Sen. Randy Baumgardner voluntarily stepped down as chair of the Senate Transportation Committee on Tuesday, just a day after a second formal sexual harassment complaint was filed against the Republican from Hot Sulphur Springs.
A former legislative aide, who has remained anonymous, filed the first complaint against Baumgardner last fall. She alleged Baumgardner slapped and grabbed her buttocks during the 2016 legislative session. On Monday, a former intern, Megan Creeden, filed a second harassment complaint against the senator.
At a press conference in his office Tuesday, Baumgardner addressed Creeden directly.
"I want to take this opportunity to say, Megan, if I did anything at all that was offensive to you, or suggestive, that you thought was offensive, I want to apologize to you." Baumgardner said. "Or anyone else, that I've been here at the Capitol with, if I've said anything that can be perceived as offensive, I'd like to apologize to them as well."

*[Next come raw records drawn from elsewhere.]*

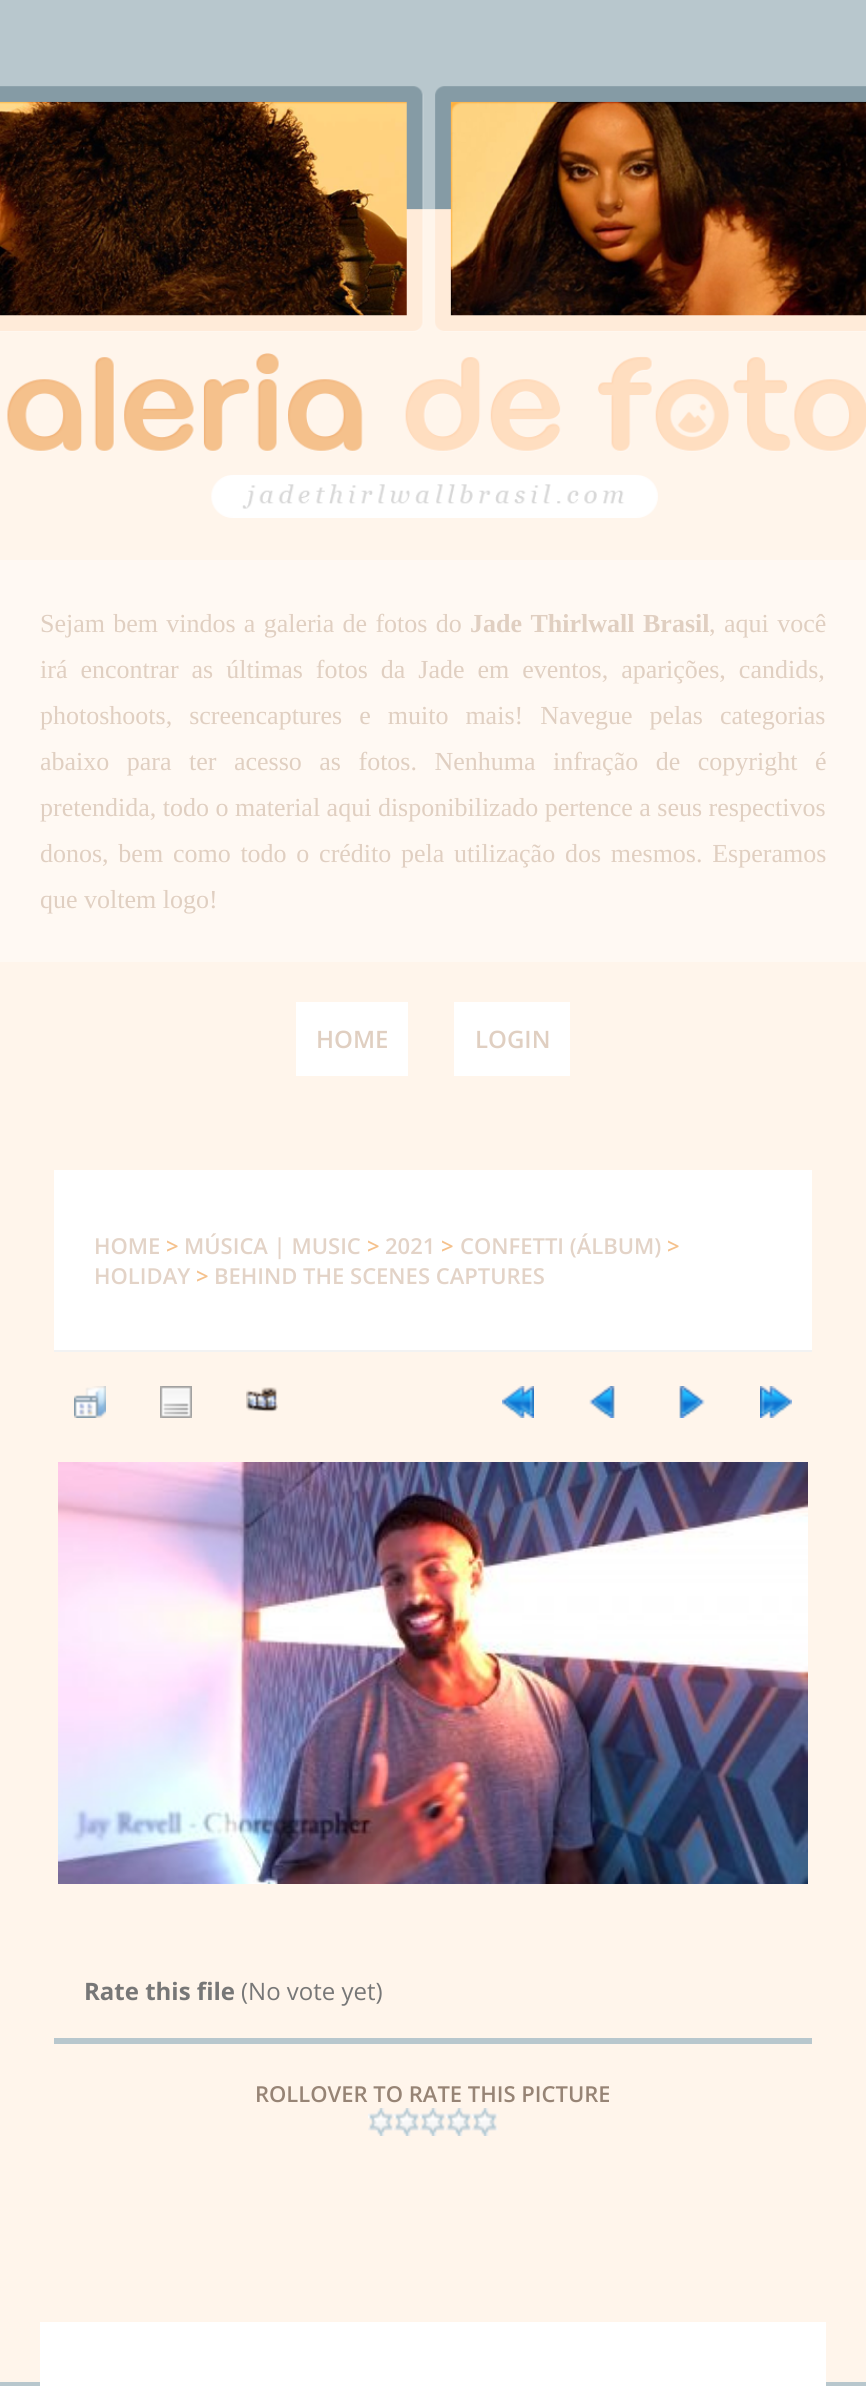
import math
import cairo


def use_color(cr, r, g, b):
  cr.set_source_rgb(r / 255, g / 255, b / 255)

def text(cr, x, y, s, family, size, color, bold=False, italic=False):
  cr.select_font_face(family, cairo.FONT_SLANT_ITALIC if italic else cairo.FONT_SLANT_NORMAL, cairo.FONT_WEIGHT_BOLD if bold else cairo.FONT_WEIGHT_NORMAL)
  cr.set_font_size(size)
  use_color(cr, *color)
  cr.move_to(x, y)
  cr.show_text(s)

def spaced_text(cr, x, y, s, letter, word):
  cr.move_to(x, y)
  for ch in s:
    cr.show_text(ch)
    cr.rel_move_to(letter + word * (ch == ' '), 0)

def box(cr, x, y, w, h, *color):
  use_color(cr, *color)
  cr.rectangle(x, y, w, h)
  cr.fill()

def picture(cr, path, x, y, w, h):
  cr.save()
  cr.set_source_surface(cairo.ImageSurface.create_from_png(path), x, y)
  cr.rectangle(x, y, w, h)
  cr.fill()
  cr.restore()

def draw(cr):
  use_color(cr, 255, 245, 235)
  cr.paint()
  picture(cr, "img_01.png", 0, 0, 866, 560)
  box(cr, 0, 560, 866, 402, 255, 249, 243)
  box(cr, 296, 1002, 112, 74, 255, 255, 255)
  box(cr, 454, 1002, 116, 74, 255, 255, 255)
  box(cr, 54, 1170, 758, 180, 255, 255, 255)
  box(cr, 54, 1350, 758, 2, 242, 242, 242)
  picture(cr, "img_02.png", 74, 1386, 32, 32)
  picture(cr, "img_03.png", 160, 1386, 32, 32)
  picture(cr, "img_04.png", 246, 1387, 32, 25)
  picture(cr, "img_05.png", 502, 1386, 32, 32)
  picture(cr, "img_06.png", 589, 1386, 26, 32)
  picture(cr, "img_07.png", 679, 1386, 26, 32)
  picture(cr, "img_08.png", 760, 1386, 32, 32)
  picture(cr, "img_09.png", 58, 1462, 750, 422)
  box(cr, 54, 2038, 758, 6, 184, 199, 205)
  picture(cr, "img_10.png", 368, 2108, 26, 28)
  picture(cr, "img_10.png", 394, 2108, 26, 28)
  picture(cr, "img_10.png", 420, 2108, 26, 28)
  picture(cr, "img_10.png", 446, 2108, 26, 28)
  picture(cr, "img_10.png", 472, 2108, 26, 28)
  box(cr, 0, 2382, 866, 4, 184, 199, 205)
  box(cr, 40, 2322, 786, 64, 255, 255, 255)
  cr.select_font_face("Liberation Serif")
  cr.set_font_size(26)
  use_color(cr, 224, 207, 193)
  spaced_text(cr, 40, 632, "Sejam bem vindos a galeria de fotos do", 0, 1.75)
  cr.select_font_face("Liberation Serif", cairo.FONT_SLANT_NORMAL, cairo.FONT_WEIGHT_BOLD)
  spaced_text(cr, 470, 632, "Jade Thirlwall Brasil", 0, 2)
  cr.select_font_face("Liberation Serif")
  spaced_text(cr, 709, 632, ", aqui você", 0, 2)
  spaced_text(cr, 40, 678, "irá encontrar as últimas fotos da Jade em eventos, aparições, candids,", 0, 6.5)
  spaced_text(cr, 40, 724, "photoshoots, screencaptures e muito mais! Navegue pelas categorias", 0, 10.5)
  spaced_text(cr, 40, 770, "abaixo para ter acesso as fotos. Nenhuma infração de copyright é", 0, 11)
  text(cr, 40, 816, "pretendida, todo o material aqui disponibilizado pertence a seus respectivos", "Liberation Serif", 26, (224, 207, 193))
  spaced_text(cr, 40, 862, "donos, bem como todo o crédito pela utilização dos mesmos. Esperamos", 0, 3.25)
  text(cr, 40, 908, "que voltem logo!", "Liberation Serif", 26, (224, 207, 193))
  text(cr, 316, 1048, "HOME", "Open Sans SemiBold", 24, (224, 207, 193))
  text(cr, 475, 1048, "LOGIN", "Open Sans SemiBold", 24, (224, 207, 193))
  text(cr, 94, 1254, "HOME", "Open Sans SemiBold", 22, (227, 211, 199))
  text(cr, 166, 1254, ">", "Open Sans SemiBold", 22, (245, 193, 140))
  text(cr, 184, 1254, "MÚSICA | MUSIC", "Open Sans SemiBold", 22, (227, 211, 199))
  text(cr, 367, 1254, ">", "Open Sans SemiBold", 22, (245, 193, 140))
  text(cr, 385, 1254, "2021", "Open Sans SemiBold", 22, (227, 211, 199))
  text(cr, 441, 1254, ">", "Open Sans SemiBold", 22, (245, 193, 140))
  text(cr, 460, 1254, "CONFETTI (ÁLBUM)", "Open Sans SemiBold", 22, (227, 211, 199))
  text(cr, 667, 1254, ">", "Open Sans SemiBold", 22, (245, 193, 140))
  text(cr, 94, 1284, "HOLIDAY", "Open Sans SemiBold", 22, (227, 211, 199))
  text(cr, 196, 1284, ">", "Open Sans SemiBold", 22, (245, 193, 140))
  text(cr, 214, 1284, "BEHIND THE SCENES CAPTURES", "Open Sans SemiBold", 22, (227, 211, 199))
  text(cr, 84, 2000, "Rate this file", "Open Sans", 24, (119, 119, 119), bold=True)
  text(cr, 241, 2000, "(No vote yet)", "Open Sans", 24, (119, 119, 119))
  text(cr, 255, 2102, "ROLLOVER TO RATE THIS PICTURE", "Open Sans SemiBold", 22, (151, 132, 117))


surface = cairo.ImageSurface(cairo.FORMAT_RGB24, 866, 2386)
cr = cairo.Context(surface)
options = cairo.FontOptions()
options.set_hint_metrics(cairo.HINT_METRICS_OFF)
options.set_hint_style(cairo.HINT_STYLE_NONE)
cr.set_font_options(options)
cr.set_miter_limit(4)
draw(cr)
surface.write_to_png("out.png")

Baumgardner continued to deny the allegations against him. An outside law firm investigated the initial allegation against him and found it credible.
But in a letter Baumgardner passed out to reporters Tuesday, Republican leaders blasted that investigation. “We are concerned by the inaccuracies, bias, conflicts of interest, and inconsistencies we see in the report,” states the letter, which was signed by Senate President Kevin Grantham and Senate Majority Leader Chris Holbert. They said they will bring up these issues with the investigators.
The leaders asked Baumgardner to attend sensitivity training, and say they “deem the matter closed.”
Democrats, who last week called on Baumgardner to resign, also plan to put forth a resolution to expel him from the Senate.
Baumgardner said he’s suffered personally since the first allegation against him was made public last fall. “Until you’ve walked around in my boots for the last four months, when you go to the store, and people look at you differently, or people talk about you differently, or people bring up these issues all the time, and you can't defend yourself because of the confidentiality of these proceedings … I have to tell you that this has been hard for me to do,” he said.
He then ended the press conference and declined to answer reporters’ questions.